Foreign Minister Antonio Tajani, who succeeded Silvio Berlusconi as the leader of his right-wing Forza Italia party, also announced his candidacy, while it was also expected that Prime Minister Giorgia Meloni would do the same for her Brothers of Italy party.
Schlein, head of Italy’s Democratic Party (PD), said she would continue to lead her party from Rome regardless of the result, but hoped that having her name on the ballot will attract votes for her party.
Former Italian prime minister and leader of the populist Five Star Movement Giuseppe Conte on Sunday slammed the tactic as violating “basic rules”, while PD founding president and former prime minister Romano Prodi said party leaders standing in EU elections was an “injury to democracy”.
13 arrested for violence at juvenile detention centre
Italian police on Monday arrested 13 prison guards and suspended eight others on charges of violence against inmates at a youth detention facility, AFP reported.
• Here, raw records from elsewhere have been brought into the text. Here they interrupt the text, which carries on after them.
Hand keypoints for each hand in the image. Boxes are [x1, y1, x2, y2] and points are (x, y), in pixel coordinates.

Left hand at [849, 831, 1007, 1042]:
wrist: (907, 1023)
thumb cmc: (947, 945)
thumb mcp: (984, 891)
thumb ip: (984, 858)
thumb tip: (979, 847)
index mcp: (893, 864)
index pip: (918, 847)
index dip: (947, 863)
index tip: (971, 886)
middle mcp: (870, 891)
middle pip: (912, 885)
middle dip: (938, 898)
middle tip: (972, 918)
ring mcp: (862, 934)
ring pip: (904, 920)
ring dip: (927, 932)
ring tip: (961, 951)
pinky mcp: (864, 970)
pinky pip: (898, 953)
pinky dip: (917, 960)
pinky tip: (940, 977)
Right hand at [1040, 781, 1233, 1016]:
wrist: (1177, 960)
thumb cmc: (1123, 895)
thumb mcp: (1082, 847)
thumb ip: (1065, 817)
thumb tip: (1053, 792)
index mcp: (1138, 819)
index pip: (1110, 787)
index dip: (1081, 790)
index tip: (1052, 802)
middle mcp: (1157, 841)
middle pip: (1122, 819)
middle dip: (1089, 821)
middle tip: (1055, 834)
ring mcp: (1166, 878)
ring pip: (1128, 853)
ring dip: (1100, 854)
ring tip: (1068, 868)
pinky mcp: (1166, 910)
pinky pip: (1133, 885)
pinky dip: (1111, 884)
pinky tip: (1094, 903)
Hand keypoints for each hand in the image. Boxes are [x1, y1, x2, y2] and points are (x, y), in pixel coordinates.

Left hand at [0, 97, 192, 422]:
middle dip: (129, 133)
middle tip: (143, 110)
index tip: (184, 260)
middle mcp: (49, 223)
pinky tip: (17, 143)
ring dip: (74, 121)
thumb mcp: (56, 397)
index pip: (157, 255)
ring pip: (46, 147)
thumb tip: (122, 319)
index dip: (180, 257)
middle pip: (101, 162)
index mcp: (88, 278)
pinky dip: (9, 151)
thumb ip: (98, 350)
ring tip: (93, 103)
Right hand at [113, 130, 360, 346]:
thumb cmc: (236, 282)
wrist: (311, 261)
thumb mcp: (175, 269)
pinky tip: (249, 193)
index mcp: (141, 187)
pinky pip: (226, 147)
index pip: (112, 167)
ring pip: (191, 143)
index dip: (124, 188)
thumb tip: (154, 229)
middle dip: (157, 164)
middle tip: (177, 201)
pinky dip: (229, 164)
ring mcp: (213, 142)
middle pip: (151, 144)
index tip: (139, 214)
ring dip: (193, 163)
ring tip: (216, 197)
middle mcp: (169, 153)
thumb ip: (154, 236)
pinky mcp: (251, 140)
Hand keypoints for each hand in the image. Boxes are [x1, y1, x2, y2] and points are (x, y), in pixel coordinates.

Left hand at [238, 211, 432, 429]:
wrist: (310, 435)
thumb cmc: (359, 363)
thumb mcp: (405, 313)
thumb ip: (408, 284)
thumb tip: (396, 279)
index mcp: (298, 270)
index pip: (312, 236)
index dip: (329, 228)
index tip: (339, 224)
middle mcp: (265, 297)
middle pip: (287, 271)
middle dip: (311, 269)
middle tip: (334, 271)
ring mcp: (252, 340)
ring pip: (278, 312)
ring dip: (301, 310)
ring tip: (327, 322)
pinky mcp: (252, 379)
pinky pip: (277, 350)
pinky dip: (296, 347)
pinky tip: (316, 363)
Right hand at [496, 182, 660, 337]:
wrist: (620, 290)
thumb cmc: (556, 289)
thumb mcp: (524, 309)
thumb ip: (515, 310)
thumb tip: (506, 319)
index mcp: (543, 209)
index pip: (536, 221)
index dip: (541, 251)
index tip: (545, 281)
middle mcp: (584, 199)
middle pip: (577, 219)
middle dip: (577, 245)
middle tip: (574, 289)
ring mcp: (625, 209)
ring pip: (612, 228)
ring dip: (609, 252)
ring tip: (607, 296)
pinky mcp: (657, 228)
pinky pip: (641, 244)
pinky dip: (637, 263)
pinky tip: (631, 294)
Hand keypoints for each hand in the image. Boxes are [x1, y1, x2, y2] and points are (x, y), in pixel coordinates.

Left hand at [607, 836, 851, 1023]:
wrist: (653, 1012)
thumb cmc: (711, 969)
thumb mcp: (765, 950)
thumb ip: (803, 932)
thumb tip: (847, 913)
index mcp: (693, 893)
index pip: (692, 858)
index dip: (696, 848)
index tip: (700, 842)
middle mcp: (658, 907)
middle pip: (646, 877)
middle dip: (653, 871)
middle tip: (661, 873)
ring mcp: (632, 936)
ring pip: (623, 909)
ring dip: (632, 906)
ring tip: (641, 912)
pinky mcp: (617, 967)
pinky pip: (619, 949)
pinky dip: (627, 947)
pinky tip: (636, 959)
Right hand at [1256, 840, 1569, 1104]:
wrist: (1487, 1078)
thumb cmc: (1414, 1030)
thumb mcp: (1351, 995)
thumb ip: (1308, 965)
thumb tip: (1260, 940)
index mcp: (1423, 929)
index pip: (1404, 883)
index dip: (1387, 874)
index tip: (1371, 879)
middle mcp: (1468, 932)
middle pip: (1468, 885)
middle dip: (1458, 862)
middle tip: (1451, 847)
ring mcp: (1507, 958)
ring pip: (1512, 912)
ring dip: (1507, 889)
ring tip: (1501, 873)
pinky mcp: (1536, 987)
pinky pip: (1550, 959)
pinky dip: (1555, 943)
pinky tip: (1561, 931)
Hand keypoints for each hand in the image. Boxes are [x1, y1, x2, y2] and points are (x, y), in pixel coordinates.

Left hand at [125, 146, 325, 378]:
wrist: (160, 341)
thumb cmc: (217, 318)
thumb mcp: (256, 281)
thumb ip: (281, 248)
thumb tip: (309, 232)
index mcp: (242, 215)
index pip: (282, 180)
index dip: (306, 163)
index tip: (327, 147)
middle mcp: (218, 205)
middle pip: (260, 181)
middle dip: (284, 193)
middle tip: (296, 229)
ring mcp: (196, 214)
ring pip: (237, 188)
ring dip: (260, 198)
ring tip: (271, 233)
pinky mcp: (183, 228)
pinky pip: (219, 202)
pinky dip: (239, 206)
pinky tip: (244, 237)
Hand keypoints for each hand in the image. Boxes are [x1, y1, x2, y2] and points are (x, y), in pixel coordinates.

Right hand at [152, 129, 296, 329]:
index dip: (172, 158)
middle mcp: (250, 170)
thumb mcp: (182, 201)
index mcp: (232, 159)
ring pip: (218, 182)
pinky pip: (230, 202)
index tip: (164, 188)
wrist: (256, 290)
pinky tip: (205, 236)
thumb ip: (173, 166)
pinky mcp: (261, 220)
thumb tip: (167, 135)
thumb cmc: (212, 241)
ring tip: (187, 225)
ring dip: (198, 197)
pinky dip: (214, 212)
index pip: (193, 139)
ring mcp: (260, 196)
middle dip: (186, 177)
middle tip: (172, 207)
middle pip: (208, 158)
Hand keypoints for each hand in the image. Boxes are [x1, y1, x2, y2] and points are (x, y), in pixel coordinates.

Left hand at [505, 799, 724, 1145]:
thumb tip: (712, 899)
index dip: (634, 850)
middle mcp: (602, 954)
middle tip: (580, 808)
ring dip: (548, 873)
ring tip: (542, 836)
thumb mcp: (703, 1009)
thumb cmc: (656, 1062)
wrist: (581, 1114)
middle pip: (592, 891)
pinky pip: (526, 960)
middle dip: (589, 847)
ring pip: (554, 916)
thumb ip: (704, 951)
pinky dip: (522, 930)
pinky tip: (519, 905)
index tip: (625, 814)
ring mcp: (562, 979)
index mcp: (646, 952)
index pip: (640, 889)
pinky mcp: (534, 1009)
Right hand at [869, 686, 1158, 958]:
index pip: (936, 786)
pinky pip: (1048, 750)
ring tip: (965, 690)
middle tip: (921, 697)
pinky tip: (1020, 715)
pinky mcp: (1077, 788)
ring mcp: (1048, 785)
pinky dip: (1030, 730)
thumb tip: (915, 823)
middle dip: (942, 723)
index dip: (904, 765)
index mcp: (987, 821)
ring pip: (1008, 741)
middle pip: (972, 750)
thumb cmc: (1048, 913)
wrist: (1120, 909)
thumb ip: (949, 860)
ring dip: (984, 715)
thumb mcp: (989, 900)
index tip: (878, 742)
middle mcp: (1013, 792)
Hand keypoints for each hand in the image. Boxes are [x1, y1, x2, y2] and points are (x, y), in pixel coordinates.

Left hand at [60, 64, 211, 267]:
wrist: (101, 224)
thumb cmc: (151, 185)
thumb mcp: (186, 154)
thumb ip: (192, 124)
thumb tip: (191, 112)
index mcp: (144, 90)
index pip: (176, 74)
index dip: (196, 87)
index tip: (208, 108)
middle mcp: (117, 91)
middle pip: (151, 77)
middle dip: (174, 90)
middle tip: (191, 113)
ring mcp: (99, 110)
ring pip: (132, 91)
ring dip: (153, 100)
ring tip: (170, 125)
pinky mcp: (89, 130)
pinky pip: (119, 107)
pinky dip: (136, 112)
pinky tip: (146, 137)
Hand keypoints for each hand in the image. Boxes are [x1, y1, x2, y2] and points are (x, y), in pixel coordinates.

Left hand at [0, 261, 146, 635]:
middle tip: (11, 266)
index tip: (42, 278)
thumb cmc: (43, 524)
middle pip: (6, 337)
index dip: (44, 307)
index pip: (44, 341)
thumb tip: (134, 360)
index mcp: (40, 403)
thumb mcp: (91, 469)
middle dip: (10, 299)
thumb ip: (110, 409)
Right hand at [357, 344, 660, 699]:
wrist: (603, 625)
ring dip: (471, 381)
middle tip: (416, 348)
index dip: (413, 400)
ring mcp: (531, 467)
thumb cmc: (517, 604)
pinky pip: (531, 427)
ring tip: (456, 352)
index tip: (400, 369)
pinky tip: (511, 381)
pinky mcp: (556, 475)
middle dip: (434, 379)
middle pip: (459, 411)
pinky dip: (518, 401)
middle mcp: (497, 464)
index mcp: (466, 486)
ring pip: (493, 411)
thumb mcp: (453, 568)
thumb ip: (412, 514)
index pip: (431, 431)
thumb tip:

The alleged violence took place at the Cesare Beccaria juvenile prison on the outskirts of Milan from 2022, according to a statement released to the press by police.
The charges include “complicity in the crime of torture” and “complicity in the crime of causing injury to minors”, both aggravated by abuse of power, as well as attempted sexual assault.
Police used CCTV footage as well as wiretaps and testimony from former inmates to compile their dossier, according to the statement.
Rising heat is harming Italians’ health, study shows
People in Italy are among those at increasing risk of health problems caused by heat stress in Europe, according to a new study from two leading climate change institutes.
A report released by the EU’s Copernicus Climate Change Service and the UN’s World Meteorological Organization (WMO) on Monday revealed that southern Europe experienced a record number of “extreme heat stress” days in 2023.
Parts of Italy, along with Spain, France, Greece and Turkey, last summer saw more than ten such days, on which atmospheric temperatures feel like 46C (115F) and citizens are at risk of suffering from heat stroke, according to AFP’s summary of the report.
Last August Milan recorded its hottest daily average temperature since it first started taking measurements in 1763. The southern Italian region of Sicily has been under a state of emergency for drought since February of this year.